(Supplied records Opens)

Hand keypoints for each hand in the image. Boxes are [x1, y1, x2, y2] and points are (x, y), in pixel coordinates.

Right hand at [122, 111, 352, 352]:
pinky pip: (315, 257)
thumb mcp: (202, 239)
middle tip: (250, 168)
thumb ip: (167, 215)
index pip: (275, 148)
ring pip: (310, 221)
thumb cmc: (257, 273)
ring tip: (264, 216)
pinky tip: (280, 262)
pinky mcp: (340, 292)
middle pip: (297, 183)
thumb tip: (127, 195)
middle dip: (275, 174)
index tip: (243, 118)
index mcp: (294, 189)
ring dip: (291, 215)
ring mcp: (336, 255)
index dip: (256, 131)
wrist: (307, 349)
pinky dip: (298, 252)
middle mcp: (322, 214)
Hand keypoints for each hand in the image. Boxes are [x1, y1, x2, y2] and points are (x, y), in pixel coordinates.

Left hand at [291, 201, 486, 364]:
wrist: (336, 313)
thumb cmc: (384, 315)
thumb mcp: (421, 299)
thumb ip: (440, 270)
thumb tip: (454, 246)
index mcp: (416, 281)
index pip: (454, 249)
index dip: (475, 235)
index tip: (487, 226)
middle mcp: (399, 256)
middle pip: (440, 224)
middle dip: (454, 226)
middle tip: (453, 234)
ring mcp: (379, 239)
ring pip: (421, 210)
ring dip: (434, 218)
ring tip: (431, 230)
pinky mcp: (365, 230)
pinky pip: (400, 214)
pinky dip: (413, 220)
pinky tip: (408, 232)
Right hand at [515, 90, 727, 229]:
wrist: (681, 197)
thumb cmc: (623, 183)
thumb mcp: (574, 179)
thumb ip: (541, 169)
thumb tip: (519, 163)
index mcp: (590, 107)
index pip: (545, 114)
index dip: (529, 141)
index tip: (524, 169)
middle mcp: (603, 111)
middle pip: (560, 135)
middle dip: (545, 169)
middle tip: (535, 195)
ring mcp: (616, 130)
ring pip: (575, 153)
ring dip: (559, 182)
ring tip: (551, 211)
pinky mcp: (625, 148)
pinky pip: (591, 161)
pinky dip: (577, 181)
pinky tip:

(Supplied records Closes)

__What needs to be done__
Filter this listing and copy only the lines holding the word "index".

__Result below__
index pip: (275, 148)
index tip: (243, 118)
index mcp: (294, 189)
index dip: (256, 131)
index mcp: (416, 281)
index pip: (454, 249)
index dip: (475, 235)
index tip: (487, 226)
index mcp: (590, 107)
index pip: (545, 114)
index dip: (529, 141)
index tip: (524, 169)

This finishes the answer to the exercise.